Instructions to follow>
For every line in the records that has the word "LOCAL", make a copy.

Saved data entries:
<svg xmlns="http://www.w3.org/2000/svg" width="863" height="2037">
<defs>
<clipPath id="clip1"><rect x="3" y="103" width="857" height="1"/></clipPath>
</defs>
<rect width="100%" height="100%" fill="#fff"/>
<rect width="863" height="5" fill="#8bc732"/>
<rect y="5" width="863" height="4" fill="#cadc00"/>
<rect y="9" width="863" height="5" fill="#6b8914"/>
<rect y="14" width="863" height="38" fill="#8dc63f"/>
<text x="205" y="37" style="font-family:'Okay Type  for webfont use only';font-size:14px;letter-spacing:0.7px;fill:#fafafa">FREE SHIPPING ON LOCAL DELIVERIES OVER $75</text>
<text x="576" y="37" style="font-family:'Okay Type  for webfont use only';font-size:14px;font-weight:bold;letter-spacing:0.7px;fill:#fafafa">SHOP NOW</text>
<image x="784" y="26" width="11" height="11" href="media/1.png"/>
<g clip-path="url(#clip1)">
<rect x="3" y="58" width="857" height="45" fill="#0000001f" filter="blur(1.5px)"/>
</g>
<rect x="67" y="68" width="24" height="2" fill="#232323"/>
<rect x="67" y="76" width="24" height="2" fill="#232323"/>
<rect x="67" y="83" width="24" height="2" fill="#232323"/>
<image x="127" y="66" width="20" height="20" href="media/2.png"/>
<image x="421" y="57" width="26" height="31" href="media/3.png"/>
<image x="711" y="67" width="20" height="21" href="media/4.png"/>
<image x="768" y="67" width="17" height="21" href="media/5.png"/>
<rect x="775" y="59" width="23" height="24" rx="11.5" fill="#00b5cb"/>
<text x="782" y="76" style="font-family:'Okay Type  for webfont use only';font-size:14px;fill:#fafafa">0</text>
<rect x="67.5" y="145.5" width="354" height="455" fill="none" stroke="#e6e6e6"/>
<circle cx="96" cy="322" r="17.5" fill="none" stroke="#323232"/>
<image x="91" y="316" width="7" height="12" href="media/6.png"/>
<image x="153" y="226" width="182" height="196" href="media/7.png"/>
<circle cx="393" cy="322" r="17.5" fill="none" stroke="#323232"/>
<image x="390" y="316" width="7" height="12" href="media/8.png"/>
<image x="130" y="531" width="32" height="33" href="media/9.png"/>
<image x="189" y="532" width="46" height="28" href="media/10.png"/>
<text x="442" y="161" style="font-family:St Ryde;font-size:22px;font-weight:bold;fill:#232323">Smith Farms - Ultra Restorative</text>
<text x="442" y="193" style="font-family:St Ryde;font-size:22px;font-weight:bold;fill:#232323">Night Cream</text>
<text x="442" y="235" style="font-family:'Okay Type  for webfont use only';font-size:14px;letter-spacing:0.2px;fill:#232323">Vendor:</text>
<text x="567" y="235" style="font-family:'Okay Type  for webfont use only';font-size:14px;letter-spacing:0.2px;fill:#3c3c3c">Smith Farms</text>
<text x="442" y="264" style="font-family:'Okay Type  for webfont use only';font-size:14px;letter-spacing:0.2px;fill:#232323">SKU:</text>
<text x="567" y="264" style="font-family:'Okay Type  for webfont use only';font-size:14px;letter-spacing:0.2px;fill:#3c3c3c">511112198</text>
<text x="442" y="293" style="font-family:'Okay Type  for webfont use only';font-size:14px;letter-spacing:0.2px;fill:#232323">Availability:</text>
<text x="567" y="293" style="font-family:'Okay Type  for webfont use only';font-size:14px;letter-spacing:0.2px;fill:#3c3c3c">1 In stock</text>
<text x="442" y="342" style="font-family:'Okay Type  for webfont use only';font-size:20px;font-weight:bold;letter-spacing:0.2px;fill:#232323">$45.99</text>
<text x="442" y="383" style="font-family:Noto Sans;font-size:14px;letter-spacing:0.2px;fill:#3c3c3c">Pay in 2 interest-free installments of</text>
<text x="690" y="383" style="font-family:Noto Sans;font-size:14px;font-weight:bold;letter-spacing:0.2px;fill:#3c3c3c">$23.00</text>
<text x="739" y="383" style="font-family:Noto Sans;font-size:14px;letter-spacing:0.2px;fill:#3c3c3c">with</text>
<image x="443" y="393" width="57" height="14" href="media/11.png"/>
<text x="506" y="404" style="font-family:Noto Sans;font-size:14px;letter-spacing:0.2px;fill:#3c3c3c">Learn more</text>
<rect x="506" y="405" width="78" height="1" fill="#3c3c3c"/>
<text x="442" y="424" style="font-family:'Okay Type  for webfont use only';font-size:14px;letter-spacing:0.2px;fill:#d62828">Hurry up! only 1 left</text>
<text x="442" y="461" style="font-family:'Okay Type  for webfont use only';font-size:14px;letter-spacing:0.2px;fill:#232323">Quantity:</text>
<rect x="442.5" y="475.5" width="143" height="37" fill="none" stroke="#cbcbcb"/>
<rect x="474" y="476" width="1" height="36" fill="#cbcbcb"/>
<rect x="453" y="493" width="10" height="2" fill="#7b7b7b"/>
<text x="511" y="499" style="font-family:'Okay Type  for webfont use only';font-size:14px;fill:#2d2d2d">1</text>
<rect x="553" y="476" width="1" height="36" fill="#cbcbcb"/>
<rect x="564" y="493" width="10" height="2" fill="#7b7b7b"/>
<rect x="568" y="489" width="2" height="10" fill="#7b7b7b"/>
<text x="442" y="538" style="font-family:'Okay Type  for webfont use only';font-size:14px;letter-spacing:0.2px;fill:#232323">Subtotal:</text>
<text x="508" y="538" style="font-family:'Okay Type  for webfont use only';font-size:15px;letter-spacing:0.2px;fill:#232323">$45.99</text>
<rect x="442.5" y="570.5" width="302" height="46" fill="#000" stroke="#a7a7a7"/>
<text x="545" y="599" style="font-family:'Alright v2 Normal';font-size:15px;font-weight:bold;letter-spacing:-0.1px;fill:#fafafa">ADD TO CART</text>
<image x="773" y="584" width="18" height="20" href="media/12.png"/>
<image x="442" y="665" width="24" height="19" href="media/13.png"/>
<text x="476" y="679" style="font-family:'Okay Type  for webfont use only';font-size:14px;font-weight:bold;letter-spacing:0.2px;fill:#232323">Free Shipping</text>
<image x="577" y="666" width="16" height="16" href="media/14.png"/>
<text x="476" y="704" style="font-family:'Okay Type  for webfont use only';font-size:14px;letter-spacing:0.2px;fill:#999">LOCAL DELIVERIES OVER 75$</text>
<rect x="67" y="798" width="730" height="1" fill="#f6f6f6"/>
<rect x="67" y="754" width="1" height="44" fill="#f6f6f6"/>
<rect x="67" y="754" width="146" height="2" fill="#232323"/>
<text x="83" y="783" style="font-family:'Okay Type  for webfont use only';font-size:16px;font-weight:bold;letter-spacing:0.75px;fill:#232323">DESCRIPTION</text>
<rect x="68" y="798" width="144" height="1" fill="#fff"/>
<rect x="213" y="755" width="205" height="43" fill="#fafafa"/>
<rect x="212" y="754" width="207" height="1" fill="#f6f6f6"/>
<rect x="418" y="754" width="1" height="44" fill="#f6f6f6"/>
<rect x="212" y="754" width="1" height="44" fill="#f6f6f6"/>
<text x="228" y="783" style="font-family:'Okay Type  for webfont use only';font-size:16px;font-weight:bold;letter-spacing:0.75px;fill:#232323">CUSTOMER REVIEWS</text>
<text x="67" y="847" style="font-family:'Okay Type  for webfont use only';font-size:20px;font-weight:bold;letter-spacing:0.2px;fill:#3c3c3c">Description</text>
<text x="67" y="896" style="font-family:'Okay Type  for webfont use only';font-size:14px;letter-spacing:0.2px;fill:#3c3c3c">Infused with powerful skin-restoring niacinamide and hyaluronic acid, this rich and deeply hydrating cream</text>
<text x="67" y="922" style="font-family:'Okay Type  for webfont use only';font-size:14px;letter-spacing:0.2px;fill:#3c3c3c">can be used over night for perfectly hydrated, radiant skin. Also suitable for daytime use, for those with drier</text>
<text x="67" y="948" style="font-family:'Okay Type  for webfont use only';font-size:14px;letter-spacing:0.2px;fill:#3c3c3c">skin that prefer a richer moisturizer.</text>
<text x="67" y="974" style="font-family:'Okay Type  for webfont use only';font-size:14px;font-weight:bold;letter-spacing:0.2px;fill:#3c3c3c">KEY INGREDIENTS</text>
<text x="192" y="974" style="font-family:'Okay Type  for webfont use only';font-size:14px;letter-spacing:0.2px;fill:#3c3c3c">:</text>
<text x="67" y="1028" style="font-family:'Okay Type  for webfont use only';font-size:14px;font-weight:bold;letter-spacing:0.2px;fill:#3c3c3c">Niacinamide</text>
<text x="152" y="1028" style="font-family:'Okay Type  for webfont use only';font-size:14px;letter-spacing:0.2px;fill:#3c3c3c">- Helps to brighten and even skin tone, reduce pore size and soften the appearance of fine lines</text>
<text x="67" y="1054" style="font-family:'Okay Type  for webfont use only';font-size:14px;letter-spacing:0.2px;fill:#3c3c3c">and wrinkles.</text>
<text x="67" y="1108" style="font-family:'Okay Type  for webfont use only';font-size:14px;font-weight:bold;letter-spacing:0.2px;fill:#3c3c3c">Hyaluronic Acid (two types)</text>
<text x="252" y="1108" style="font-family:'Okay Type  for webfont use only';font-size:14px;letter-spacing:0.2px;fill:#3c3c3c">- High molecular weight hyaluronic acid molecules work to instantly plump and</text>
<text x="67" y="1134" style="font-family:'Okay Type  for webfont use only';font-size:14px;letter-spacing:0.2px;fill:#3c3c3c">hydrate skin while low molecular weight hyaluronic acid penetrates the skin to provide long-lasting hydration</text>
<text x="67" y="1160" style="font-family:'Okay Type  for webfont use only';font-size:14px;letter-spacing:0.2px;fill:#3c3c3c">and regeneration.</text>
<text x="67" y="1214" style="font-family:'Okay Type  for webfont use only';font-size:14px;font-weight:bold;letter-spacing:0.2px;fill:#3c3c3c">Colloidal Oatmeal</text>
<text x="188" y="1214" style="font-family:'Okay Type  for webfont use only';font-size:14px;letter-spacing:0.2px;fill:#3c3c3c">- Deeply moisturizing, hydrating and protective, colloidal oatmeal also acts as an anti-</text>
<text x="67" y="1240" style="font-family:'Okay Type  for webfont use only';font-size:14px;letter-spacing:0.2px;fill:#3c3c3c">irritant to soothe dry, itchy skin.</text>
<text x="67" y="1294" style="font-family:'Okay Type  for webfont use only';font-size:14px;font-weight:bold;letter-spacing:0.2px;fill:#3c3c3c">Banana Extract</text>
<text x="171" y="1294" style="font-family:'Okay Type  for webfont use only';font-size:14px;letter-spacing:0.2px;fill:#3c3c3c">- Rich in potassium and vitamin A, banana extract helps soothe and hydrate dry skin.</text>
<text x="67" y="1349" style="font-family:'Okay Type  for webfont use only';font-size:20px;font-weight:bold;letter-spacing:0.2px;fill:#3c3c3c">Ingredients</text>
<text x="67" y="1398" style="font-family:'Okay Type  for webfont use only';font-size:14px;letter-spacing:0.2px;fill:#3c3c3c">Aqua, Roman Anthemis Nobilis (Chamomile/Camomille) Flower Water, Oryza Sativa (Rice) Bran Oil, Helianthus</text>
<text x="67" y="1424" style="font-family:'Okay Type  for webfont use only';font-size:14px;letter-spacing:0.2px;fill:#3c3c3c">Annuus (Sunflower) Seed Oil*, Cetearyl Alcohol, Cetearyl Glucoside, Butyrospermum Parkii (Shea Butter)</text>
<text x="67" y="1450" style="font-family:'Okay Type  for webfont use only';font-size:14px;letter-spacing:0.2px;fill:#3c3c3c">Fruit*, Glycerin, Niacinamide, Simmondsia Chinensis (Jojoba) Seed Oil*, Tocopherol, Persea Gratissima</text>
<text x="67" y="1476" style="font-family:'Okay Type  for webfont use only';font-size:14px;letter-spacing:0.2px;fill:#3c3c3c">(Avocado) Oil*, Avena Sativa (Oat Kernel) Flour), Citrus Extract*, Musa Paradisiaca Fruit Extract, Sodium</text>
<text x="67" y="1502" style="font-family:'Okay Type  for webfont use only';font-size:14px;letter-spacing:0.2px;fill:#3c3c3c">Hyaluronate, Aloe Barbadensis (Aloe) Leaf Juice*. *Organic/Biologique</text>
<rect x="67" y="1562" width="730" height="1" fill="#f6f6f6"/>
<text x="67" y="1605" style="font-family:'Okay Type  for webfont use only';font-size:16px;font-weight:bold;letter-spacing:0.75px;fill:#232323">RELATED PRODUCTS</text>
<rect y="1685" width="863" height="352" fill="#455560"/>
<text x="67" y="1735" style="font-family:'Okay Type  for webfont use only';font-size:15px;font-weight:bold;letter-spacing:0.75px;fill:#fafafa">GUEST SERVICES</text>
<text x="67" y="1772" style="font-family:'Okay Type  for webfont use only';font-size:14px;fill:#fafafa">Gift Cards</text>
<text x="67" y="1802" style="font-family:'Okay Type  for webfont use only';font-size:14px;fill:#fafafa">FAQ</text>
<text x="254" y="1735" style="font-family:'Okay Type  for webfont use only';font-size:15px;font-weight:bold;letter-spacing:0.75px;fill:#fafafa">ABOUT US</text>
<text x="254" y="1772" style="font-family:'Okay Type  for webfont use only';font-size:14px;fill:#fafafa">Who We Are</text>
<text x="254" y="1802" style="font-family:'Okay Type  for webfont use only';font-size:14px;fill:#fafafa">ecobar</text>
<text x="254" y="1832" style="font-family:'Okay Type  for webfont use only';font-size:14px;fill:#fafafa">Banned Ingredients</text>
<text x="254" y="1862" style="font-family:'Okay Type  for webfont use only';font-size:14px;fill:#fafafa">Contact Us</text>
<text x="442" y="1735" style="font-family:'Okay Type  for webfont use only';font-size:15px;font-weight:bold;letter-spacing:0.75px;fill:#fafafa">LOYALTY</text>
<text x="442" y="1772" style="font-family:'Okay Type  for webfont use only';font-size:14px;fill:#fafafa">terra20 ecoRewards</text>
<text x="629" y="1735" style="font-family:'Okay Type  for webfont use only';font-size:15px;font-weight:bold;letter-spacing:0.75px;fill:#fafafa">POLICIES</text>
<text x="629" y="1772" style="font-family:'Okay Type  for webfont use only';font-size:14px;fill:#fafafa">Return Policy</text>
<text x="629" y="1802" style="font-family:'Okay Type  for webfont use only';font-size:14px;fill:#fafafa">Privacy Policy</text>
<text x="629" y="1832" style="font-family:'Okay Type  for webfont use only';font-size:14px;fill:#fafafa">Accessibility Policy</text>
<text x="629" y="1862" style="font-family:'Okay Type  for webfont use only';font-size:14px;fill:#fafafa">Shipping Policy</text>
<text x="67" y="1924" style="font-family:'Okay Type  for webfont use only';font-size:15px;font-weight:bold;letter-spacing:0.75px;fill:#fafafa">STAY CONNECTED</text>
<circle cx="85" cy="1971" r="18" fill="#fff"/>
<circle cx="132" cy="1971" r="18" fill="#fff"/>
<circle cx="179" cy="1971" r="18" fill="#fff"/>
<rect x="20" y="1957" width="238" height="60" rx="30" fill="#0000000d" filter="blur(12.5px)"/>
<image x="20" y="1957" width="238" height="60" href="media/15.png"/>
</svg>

Response below>
<text x="205" y="37" style="font-family:'Okay Type  for webfont use only';font-size:14px;letter-spacing:0.7px;fill:#fafafa">FREE SHIPPING ON LOCAL DELIVERIES OVER $75</text>
<text x="476" y="704" style="font-family:'Okay Type  for webfont use only';font-size:14px;letter-spacing:0.2px;fill:#999">LOCAL DELIVERIES OVER 75$</text>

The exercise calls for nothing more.